The result comes out with: {"Description":"**\*.Handlebars.Net"}

And then if i try to parse that json back into object: var resultJson = JsonConvert.DeserializeObject<TestJSONObject>(result);

An error is thrown because '*' is not a valid escape character: 'Bad JSON escape sequence: \*. Path 'Description', line 1, position 20.'

oformaniuk commented 4 years ago

It looks like the problem is related to the way escape characters are processed (see Tokenizer). It seems like non-Handlebars issue. In order to preserve the escape character you need to also escape it:

var json = new TestJSONObject()
{
    Description = "**\\\\*.{{Thing.Name}}",
};
mcgear commented 4 years ago

Thanks, that is how i was approaching it now, but was trying to avoid that as well as our solutions faces customers, and that seemed an odd requirement to pass along to them.

Thanks for the help

mcgear commented 4 years ago

Do you know if there is a reason it is processing that escape sequence but non of the others?

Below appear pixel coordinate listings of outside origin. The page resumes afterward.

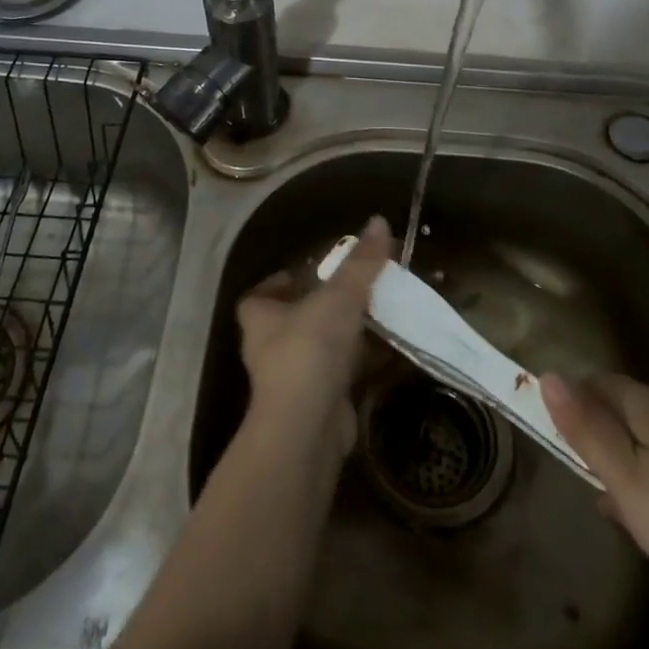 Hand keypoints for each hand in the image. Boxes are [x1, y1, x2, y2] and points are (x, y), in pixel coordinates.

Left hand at [237, 215, 392, 451]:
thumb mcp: (339, 297)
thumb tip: (379, 220)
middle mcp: (270, 347)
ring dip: (345, 335)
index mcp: (260, 317)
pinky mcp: (318, 403)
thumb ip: (360, 262)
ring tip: (379, 314)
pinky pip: (341, 374)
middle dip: (321, 307)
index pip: (260, 294)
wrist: (307, 428)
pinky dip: (361, 362)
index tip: (309, 271)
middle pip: (293, 320)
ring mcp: (293, 379)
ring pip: (320, 348)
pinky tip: (388, 351)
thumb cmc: (310, 350)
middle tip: (355, 289)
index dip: (280, 282)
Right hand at [543, 373, 648, 614]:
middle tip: (588, 482)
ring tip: (622, 510)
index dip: (571, 404)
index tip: (558, 442)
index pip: (595, 382)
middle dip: (599, 436)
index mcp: (648, 404)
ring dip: (628, 463)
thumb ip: (586, 430)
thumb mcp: (627, 481)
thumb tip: (548, 375)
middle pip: (624, 408) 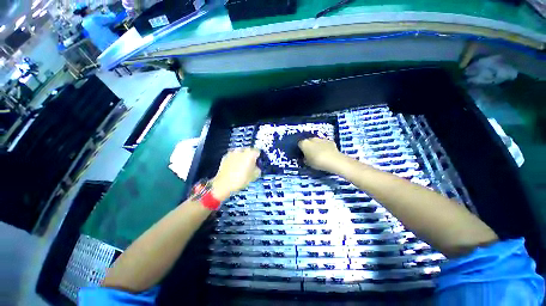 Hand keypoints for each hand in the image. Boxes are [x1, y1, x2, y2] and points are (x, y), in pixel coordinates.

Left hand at [212, 148, 260, 200]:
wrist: (223, 184)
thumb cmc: (240, 180)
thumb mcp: (254, 176)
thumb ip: (258, 169)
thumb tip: (257, 167)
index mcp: (250, 154)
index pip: (257, 151)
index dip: (258, 157)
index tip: (258, 162)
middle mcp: (241, 151)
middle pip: (248, 150)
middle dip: (250, 156)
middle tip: (250, 164)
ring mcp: (232, 153)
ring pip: (240, 153)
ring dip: (242, 157)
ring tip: (241, 166)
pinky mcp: (225, 157)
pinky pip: (232, 156)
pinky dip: (234, 159)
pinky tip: (234, 167)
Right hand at [298, 137, 343, 172]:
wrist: (333, 160)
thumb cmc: (317, 162)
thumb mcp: (307, 163)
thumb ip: (305, 159)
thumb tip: (305, 158)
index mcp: (304, 143)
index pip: (300, 144)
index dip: (301, 149)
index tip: (303, 154)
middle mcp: (312, 139)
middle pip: (308, 142)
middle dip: (309, 147)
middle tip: (311, 154)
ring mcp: (321, 139)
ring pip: (317, 142)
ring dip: (317, 146)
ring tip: (320, 154)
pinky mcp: (330, 141)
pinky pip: (325, 144)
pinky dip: (325, 147)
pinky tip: (327, 154)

I mean i see the code, but why only handle that double escape sequence and nothing else?

mcgear commented 4 years ago

I'm wondering what the implications of removing it in my own fork would be? Which is why i'm wondering the "why" is it there in the first place.

Thanks for any help.

mcgear commented 4 years ago

I got some time to take a look at this today, and seem to have found a fix that allows all old situations to pass, while also supporting the need for multiple layers of \ sequences.

I updated my original pull request with the fix instead of just the new tests. We have been able to create our own build against my fork with this fix, so have a workaround for ourselves.